Artı Gerçek’e konuşan Mor Dayanışma üyeleri İrem Kayıkçı ve Seda Yanmış ise kadına yönelik şiddet ve cinayetler başta olmak üzere kadın yoksulluğuna, emeğe sömürüsüne dönük saldırılara karşı örgütlenme çağrısı yaptı.
Türkiye’de asgari ücretle ‘sefalet koşullarının’ dayatıldığı bir süreçte 1 Mayıs’a gidildiğini söyleyen İrem Kayıkçı, özellikle de kadınların asgari ücretin dahi altında çalıştırılmaya zorlandığını vurguladı. Kayıkçı, “Asgari ücretin altında güvencesiz, sigortasız, en zor koşullarda çalıştırılan kesim kadınlar. Bunu biz Özak Direnişi’nde de, birçok farklı kadın grevinde de, kadınların öncülüğünü ettiği grevlerde de görüyoruz” dedi.
“Sermayeden doğru çelişkilerin ve krizlerin arttığı bir dönemde AKP-MHP iktidar koalisyonunun bize sunacağı bir şey olmayacaktır” diyen Kayıkçı, şöyle ekledi: “Sadece kadına yönelik şiddet, kadın yoksulluğu aratacaktır; işçi sınıfına yönelik saldırıları arttıracaktır.
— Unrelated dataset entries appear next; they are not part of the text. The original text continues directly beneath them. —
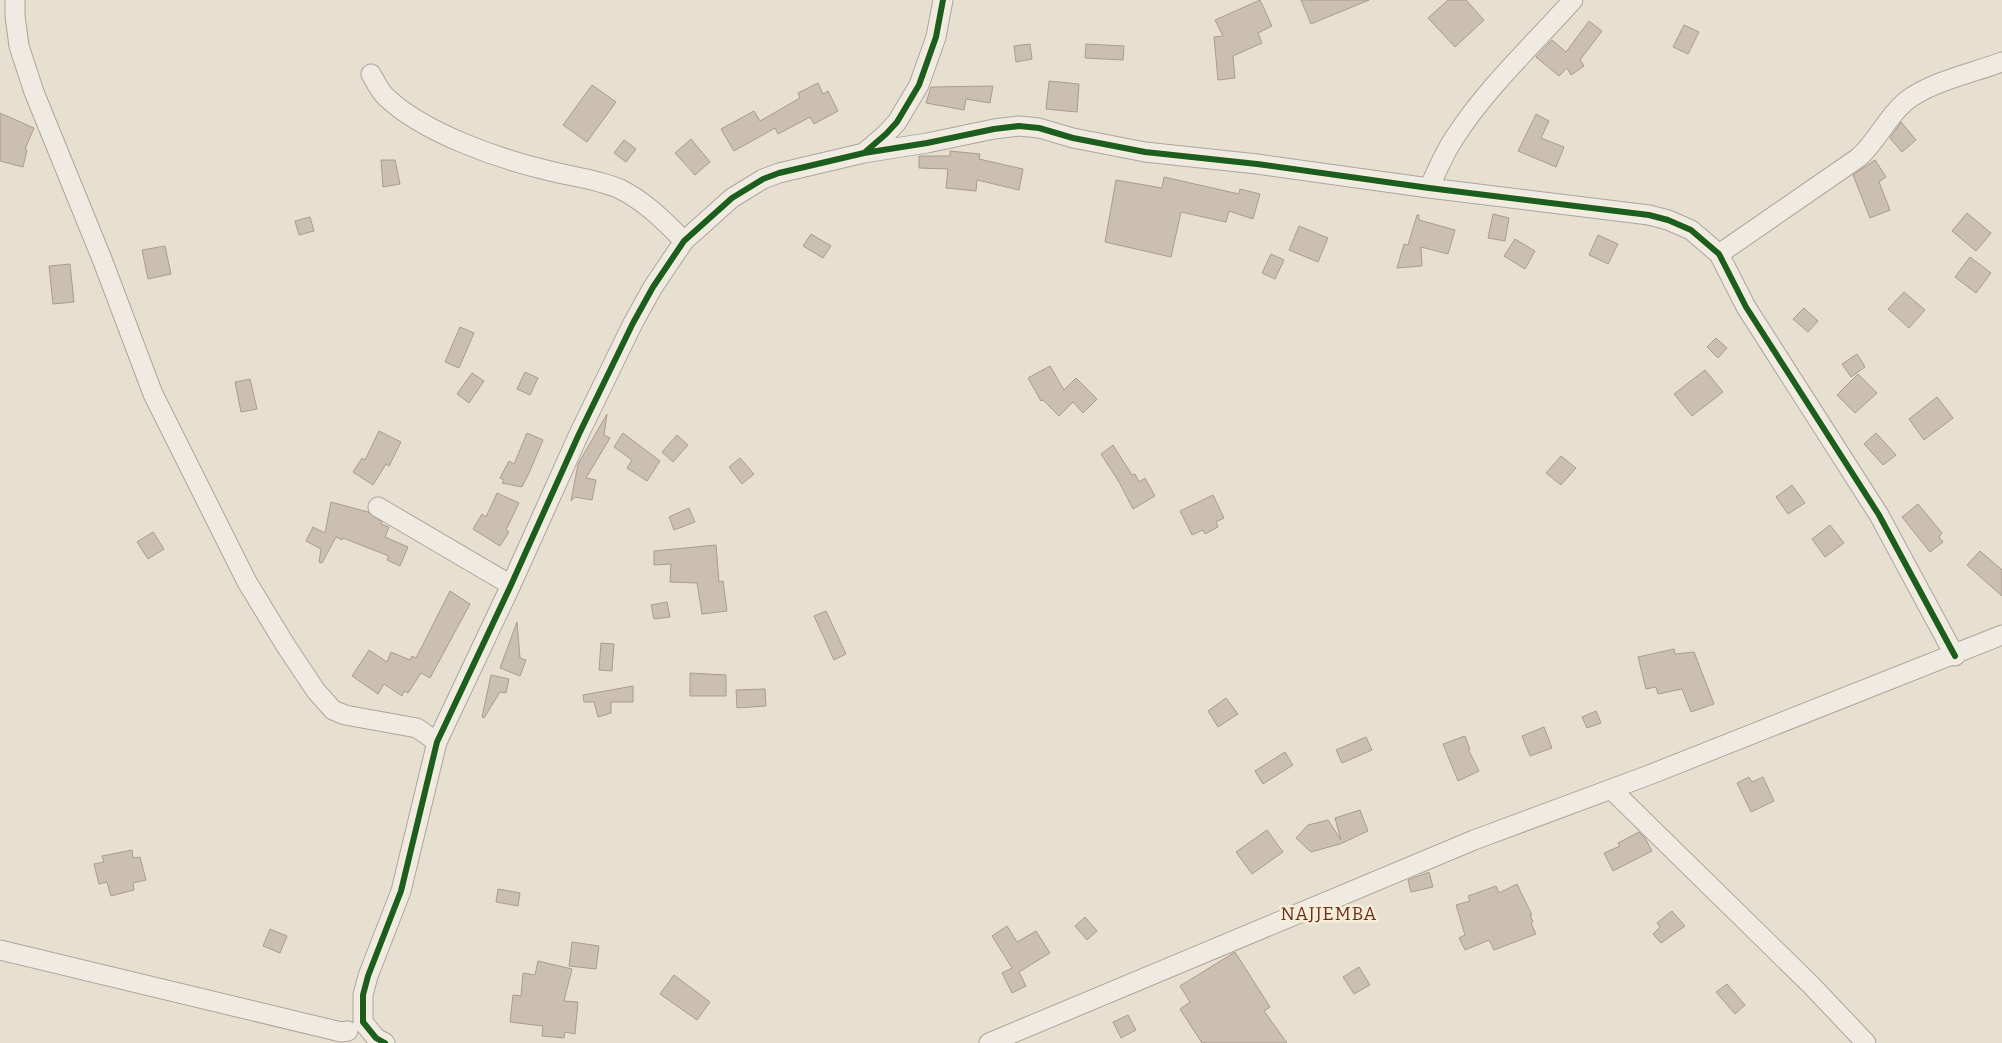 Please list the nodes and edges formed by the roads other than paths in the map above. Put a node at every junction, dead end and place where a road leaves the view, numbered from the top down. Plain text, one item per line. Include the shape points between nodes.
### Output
1 (15, 0) edge
2 (942, 0) edge
3 (1573, 0) edge
4 (2002, 62) edge
5 (370, 74) dead end
6 (864, 153) junction
7 (1430, 188) junction
8 (684, 242) junction
9 (1718, 254) junction
10 (378, 507) dead end
11 (511, 585) junction
12 (2002, 635) edge
13 (1955, 656) junction
14 (437, 742) junction
15 (1611, 789) junction
16 (0, 950) edge
17 (352, 1032) edge
18 (385, 1043) edge
19 (990, 1043) edge
20 (1866, 1043) edge

1 - 14 street via 19,46 34,92 153,394 247,582 316,691 333,710 418,728
2 - 6 street via 936,37 919,85 897,122
3 - 7 street via 1478,104 1454,138
4 - 9 street via 1917,94 1895,112 1858,158
5 - 8 street via 383,95 438,131 514,162 602,182 619,189 646,204
6 - 7 street via 1019,126 1145,152
6 - 8 street via 779,173 763,180 732,198
7 - 9 street via 1649,215 1691,230
8 - 11 street via 633,323
9 - 13 street via 1746,307 1878,515
10 - 11 street
11 - 14 street
12 - 13 street
13 - 15 street
14 - 17 street via 401,891 368,976
15 - 19 street via 1474,840
15 - 20 street
16 - 17 street
17 - 18 street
Grev kırıcılığı yapacaklardır, sendikalaşmanın önüne geçeceklerdir. Fakat uzun zamandır verdiğimiz mücadelenin de karşılığını alıyoruz. Ve şu an Türkiye’nin her yerinde sınıfın mücadelesini yükselten sosyalistler, feministler, devrimciler, kadınlar bir adım daha ileriye götürüyorlar bu mücadeleyi.”
Tüm bunlara karşı Mor Dayanışma olarak 1 Mayıs’ta Taksim’de olacaklarını söyleyen Kayıkçı, “Türkiye’nin her yerinde işçi sınıfının mücadelesini yukarı çıkarmak ve tabi ki örgütlü mücadeleyle halkın, sınıfın ve en çok sömürüye, yoksulluğa maruz bırakılan kadınların, çocukların, LGBTİ+’ların haklarını savunmak için ‘buradayız, güçlüyüz’ diyeceğiz” ifadelerini kullandı.